(WORK REQUIRED)
Exactly as shown below, retype every line of the data.

(SOURCE DATA)
*****
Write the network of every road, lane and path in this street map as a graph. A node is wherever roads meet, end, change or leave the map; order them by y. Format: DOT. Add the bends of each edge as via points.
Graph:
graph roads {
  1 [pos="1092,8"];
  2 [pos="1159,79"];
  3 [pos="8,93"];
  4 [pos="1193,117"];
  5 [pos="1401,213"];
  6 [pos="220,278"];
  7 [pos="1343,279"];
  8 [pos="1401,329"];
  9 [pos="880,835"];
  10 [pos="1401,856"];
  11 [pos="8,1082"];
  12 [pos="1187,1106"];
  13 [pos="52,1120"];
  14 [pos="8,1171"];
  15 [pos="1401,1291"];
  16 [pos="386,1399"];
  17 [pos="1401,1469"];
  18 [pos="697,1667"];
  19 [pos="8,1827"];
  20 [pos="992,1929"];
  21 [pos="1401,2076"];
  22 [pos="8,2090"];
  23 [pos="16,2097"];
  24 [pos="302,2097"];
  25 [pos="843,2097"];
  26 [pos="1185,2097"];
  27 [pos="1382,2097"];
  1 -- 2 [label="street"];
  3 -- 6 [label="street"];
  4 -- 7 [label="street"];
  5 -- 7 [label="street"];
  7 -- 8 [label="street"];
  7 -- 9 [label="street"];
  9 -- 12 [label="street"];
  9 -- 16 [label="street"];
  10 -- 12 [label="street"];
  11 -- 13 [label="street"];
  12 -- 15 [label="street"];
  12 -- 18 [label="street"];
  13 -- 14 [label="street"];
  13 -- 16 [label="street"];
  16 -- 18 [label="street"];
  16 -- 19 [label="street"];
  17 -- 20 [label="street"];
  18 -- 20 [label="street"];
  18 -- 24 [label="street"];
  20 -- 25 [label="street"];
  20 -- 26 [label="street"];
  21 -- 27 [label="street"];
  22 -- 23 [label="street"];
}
*****
(REPLY TO THE TASK)
Write the network of every road, lane and path in this street map as a graph. A node is wherever roads meet, end, change or leave the map; order them by y. Format: DOT. Add the bends of each edge as via points.
Graph:
graph roads {
  1 [pos="1092,8"];
  2 [pos="1159,79"];
  3 [pos="8,93"];
  4 [pos="1193,117"];
  5 [pos="1401,213"];
  6 [pos="220,278"];
  7 [pos="1343,279"];
  8 [pos="1401,329"];
  9 [pos="880,835"];
  10 [pos="1401,856"];
  11 [pos="8,1082"];
  12 [pos="1187,1106"];
  13 [pos="52,1120"];
  14 [pos="8,1171"];
  15 [pos="1401,1291"];
  16 [pos="386,1399"];
  17 [pos="1401,1469"];
  18 [pos="697,1667"];
  19 [pos="8,1827"];
  20 [pos="992,1929"];
  21 [pos="1401,2076"];
  22 [pos="8,2090"];
  23 [pos="16,2097"];
  24 [pos="302,2097"];
  25 [pos="843,2097"];
  26 [pos="1185,2097"];
  27 [pos="1382,2097"];
  1 -- 2 [label="street"];
  3 -- 6 [label="street"];
  4 -- 7 [label="street"];
  5 -- 7 [label="street"];
  7 -- 8 [label="street"];
  7 -- 9 [label="street"];
  9 -- 12 [label="street"];
  9 -- 16 [label="street"];
  10 -- 12 [label="street"];
  11 -- 13 [label="street"];
  12 -- 15 [label="street"];
  12 -- 18 [label="street"];
  13 -- 14 [label="street"];
  13 -- 16 [label="street"];
  16 -- 18 [label="street"];
  16 -- 19 [label="street"];
  17 -- 20 [label="street"];
  18 -- 20 [label="street"];
  18 -- 24 [label="street"];
  20 -- 25 [label="street"];
  20 -- 26 [label="street"];
  21 -- 27 [label="street"];
  22 -- 23 [label="street"];
}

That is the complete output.